Faltava um mês para o início do período escolar quando fui com minha mulher  falar com o diretor do orfanato:
- Sr. Domingos gostaríamos de falar sobre a alfabetização de Luis Carlos.
- Pois não.
- Iremos matriculá-lo na Escola São judas onde meus filhos estudaram. As professoras são pessoas amigas e farão tudo para alfabetizá-lo. Ele almoçará na escola e no fim do dia o traremos de volta para dormir no orfanato. O senhor concorda?
- Desde que seja para o benefício dele, nada tenho a me opor. Peço apenas que assinem este papel. Assim ficarão livres de qualquer eventualidade.

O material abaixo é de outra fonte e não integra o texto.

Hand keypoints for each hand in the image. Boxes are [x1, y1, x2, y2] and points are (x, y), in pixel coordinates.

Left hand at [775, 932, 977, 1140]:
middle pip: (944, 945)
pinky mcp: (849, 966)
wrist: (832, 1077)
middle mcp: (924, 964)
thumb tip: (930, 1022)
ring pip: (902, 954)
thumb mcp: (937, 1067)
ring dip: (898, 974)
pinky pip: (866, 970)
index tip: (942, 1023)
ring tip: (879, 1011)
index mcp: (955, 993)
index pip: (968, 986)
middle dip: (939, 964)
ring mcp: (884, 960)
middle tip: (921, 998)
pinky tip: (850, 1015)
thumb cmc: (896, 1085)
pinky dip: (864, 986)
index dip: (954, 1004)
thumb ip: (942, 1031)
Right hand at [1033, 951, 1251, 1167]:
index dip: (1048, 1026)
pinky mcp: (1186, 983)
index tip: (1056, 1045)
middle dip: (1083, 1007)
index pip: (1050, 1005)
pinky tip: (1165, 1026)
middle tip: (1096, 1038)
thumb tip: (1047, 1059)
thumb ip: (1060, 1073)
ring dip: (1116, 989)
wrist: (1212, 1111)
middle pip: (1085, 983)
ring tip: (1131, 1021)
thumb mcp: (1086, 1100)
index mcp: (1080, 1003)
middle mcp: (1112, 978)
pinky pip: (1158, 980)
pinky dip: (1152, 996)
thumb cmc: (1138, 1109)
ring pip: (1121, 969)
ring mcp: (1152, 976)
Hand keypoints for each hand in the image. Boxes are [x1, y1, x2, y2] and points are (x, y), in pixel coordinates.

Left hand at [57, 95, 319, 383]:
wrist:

Quatro meses depois Domingos me procurou:
- Sr. José, eu preciso lhe comunicar o que se passa.
- O que houve?
- O orfanato vai fechar. Como o senhor bem sabe, estamos sem o apoio dos canadenses, da sociedade e do governo. Desta forma não temos condições de mantê-lo. Resolvemos entregar as crianças. Elas serão distribuídas entre a FEBEM, outras instituições e algumas famílias que se interessarem. Vim aqui porque o senhor e sua esposa ajudam Luis Carlos. Talvez possam encontrar uma solução. Entre as cem crianças apenas Luis e Tobias estão sem destino. O senhor pense. Se possível, me dê uma resposta dentro de duas semanas.

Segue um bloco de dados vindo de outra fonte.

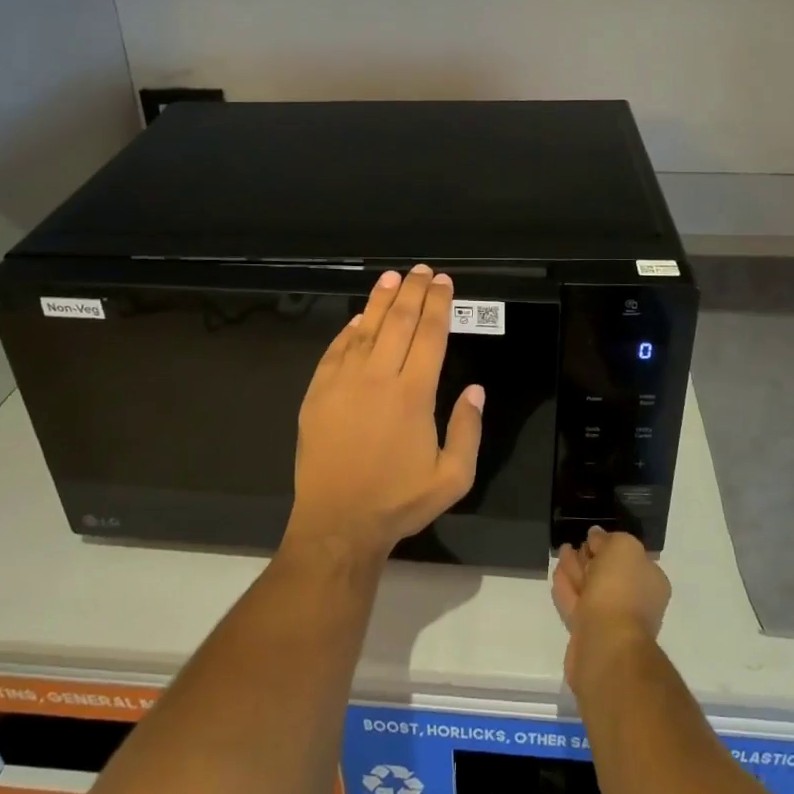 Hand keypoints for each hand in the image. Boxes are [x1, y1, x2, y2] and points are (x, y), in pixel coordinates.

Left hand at [285, 265, 483, 565]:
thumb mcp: (452, 478)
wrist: (337, 523)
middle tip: (423, 270)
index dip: (439, 304)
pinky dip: (350, 329)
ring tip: (393, 277)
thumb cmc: (398, 501)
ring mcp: (343, 382)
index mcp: (414, 394)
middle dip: (414, 291)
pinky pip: (336, 350)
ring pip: (366, 328)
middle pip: (399, 321)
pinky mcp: (318, 392)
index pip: (430, 334)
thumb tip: (475, 389)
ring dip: (381, 300)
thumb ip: (468, 431)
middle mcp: (379, 378)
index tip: (444, 282)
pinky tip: (358, 317)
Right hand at [551, 527, 670, 692]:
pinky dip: (567, 588)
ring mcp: (611, 619)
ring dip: (576, 569)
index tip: (591, 537)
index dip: (609, 544)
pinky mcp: (589, 632)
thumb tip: (596, 537)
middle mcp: (635, 600)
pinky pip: (576, 603)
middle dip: (590, 557)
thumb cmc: (620, 589)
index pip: (630, 556)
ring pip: (591, 588)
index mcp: (650, 581)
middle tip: (573, 544)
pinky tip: (557, 574)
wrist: (606, 641)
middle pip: (608, 572)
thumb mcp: (623, 547)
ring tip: (562, 551)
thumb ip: (609, 539) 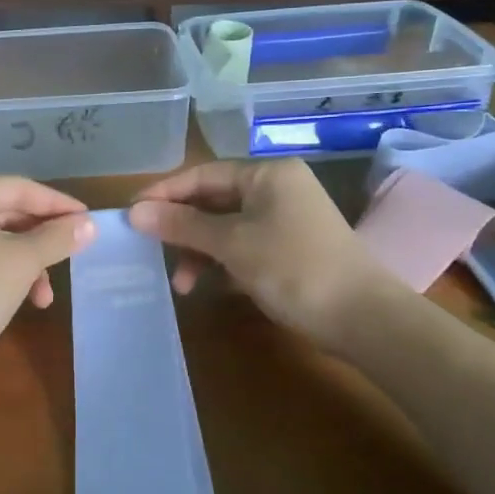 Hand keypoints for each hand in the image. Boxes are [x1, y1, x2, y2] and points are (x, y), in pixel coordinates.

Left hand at [0, 177, 97, 378]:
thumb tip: (89, 224)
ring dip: (26, 264)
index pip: (18, 187)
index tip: (87, 221)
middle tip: (72, 254)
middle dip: (42, 238)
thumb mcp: (21, 262)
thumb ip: (57, 238)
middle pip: (5, 213)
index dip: (56, 203)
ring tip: (45, 297)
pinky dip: (3, 275)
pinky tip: (21, 302)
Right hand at [128, 159, 396, 348]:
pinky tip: (206, 286)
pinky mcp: (290, 248)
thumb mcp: (231, 244)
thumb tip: (134, 211)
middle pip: (213, 200)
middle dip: (181, 228)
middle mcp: (276, 189)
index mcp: (266, 174)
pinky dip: (222, 262)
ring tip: (181, 283)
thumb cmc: (293, 267)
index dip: (164, 193)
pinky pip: (243, 246)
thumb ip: (182, 225)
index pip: (202, 175)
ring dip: (199, 251)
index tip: (130, 214)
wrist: (363, 318)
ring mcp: (285, 220)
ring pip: (226, 227)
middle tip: (150, 249) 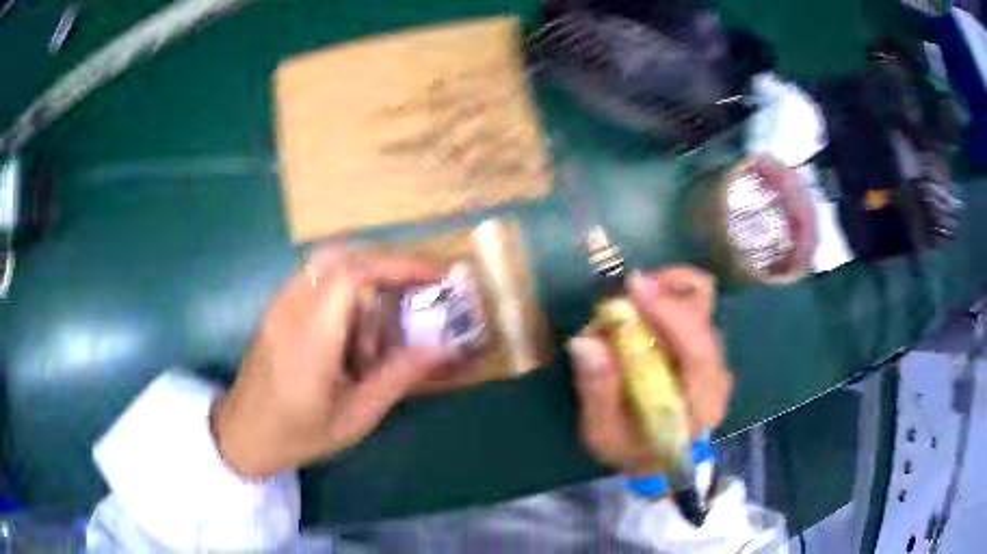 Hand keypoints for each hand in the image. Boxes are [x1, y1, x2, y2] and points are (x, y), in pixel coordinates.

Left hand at [212, 250, 455, 477]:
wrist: (242, 435)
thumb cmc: (298, 435)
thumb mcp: (355, 417)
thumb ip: (397, 377)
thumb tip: (443, 347)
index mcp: (310, 339)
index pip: (352, 276)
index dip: (397, 266)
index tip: (433, 277)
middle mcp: (290, 310)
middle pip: (342, 258)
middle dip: (386, 267)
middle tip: (416, 292)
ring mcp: (278, 305)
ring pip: (328, 265)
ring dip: (363, 281)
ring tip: (378, 327)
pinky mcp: (275, 308)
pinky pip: (315, 280)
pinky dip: (343, 291)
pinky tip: (349, 332)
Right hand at [567, 266, 732, 474]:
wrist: (656, 458)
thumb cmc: (631, 449)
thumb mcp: (605, 433)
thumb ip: (598, 391)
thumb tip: (585, 342)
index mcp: (702, 401)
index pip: (699, 348)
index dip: (670, 313)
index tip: (633, 287)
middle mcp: (716, 370)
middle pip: (704, 310)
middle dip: (663, 289)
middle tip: (622, 292)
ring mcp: (712, 353)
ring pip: (698, 298)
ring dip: (661, 289)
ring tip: (625, 301)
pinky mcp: (702, 343)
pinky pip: (688, 303)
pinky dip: (662, 295)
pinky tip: (637, 310) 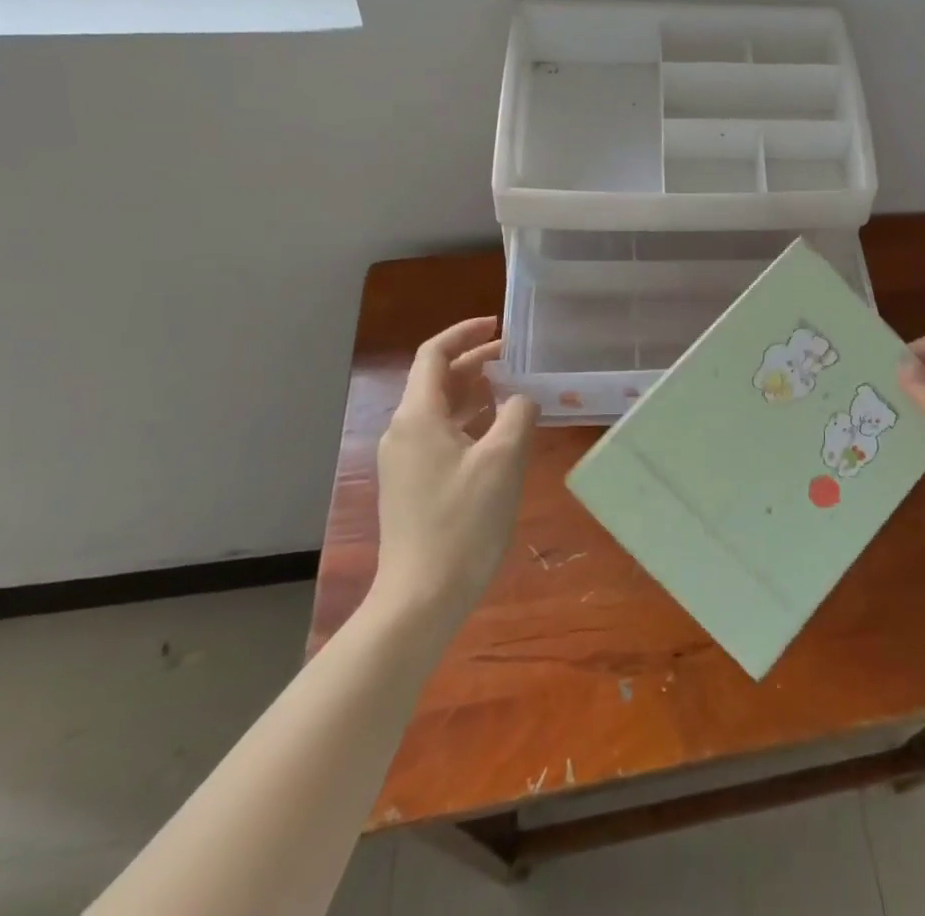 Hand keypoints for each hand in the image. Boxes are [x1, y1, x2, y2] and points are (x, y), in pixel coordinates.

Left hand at [371, 317, 536, 620]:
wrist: (421, 597)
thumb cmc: (463, 522)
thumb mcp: (503, 459)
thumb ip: (516, 414)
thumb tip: (521, 397)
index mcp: (417, 417)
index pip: (434, 354)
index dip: (465, 334)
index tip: (499, 326)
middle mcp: (403, 431)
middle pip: (436, 380)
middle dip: (475, 363)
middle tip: (517, 358)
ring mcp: (404, 461)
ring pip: (439, 409)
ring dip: (474, 392)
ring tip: (514, 389)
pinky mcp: (412, 485)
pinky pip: (440, 435)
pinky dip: (469, 421)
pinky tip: (498, 432) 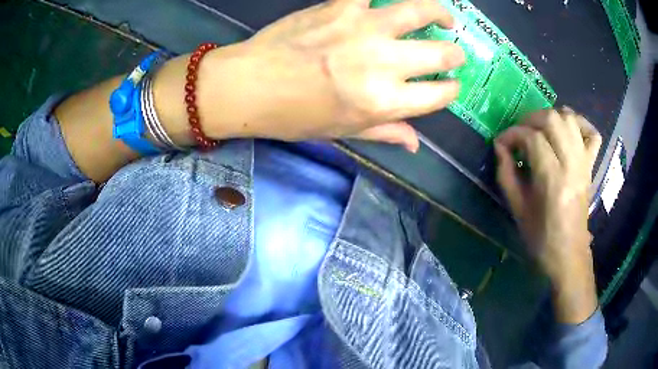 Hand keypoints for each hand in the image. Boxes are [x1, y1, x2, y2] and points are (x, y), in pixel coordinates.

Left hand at [184, 0, 464, 151]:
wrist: (249, 86)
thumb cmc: (293, 116)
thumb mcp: (342, 132)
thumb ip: (384, 132)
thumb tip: (415, 144)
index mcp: (385, 102)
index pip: (439, 95)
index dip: (450, 90)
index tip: (450, 86)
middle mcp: (384, 63)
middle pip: (440, 54)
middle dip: (454, 55)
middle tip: (452, 53)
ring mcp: (364, 28)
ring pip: (418, 11)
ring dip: (439, 14)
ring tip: (443, 18)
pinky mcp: (341, 6)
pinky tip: (388, 2)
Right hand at [494, 108, 601, 323]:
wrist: (568, 254)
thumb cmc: (540, 238)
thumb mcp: (517, 209)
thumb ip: (506, 173)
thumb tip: (500, 146)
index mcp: (553, 181)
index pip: (533, 138)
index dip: (513, 134)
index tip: (502, 142)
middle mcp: (572, 166)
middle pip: (553, 120)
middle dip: (531, 119)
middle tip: (520, 133)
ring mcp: (585, 164)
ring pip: (570, 119)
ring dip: (552, 117)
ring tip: (540, 129)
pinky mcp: (591, 166)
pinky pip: (592, 133)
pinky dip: (580, 124)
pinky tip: (568, 130)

- Sim. Conversarei com Cristiane e assim que tiver uma resposta entrarei em contato. - Rápido, contei à esposa:
- José, poderíamos pedir um termo de guarda. Ele ficaria em nossa casa. Assim continuaria os estudos. - naquele momento, ouvi a risadagem dos filhos que acabavam de chegar. Com eles outros casais amigos. A casa lotou. A tranqüilidade acabara. Guardei os papéis e entrei na farra.
Na Segunda feira, recomecei durante a noite.
Luis Carlos morou por quatro anos em minha casa. Como toda a criança dá trabalho, eu precisava as vezes de muita paciência, noutras, perdia mesmo e o igualava aos filhos. Alguns castigos sem palmadas eram necessários. Desta forma, tentei com a esposa dar-lhe conforto, instrução, carinho e, sobretudo, percepção de como era viver em família. Empregando a mesma tática utilizada com os meus filhos vimos que não tínhamos sucesso. Cada dia ficava mais desobediente. Sem querer estudar, na minha ausência e da minha esposa passava o dia na rua. - uma forte chuva desabou sobre a cidade. A temperatura logo baixou. A noite está própria para escrever e tomar conhaque. Levantei-me, botei uma dose, voltei para o computador. De repente faltou luz. Não estou com sorte mesmo. Quando a energia foi restabelecida, já não suportava o sono. Fui para a cama. No dia seguinte notei que perdera parte do texto. E o refiz:
No sentido de encontrar um caminho certo para educá-lo, procuramos as psicólogas do Estado. Foi aí que veio a decepção. Soubemos que ele não queria mais morar na nossa casa. Orientado ainda pela juíza o internamos numa escola de artes e ofícios. Ele não se adaptou. Todos os dias fugia com outros colegas para tomar banho de rio. Fomos buscá-lo mas, as relações – pai e filho, não mais existiam. Quebraram-se. O devolvemos à FEBEM.
Daí em diante nas celebrações do Natal me vem a mente o seu sorriso e o questionamento:
“Onde falhei? Sem procurar saber, nunca aprenderei a lição.”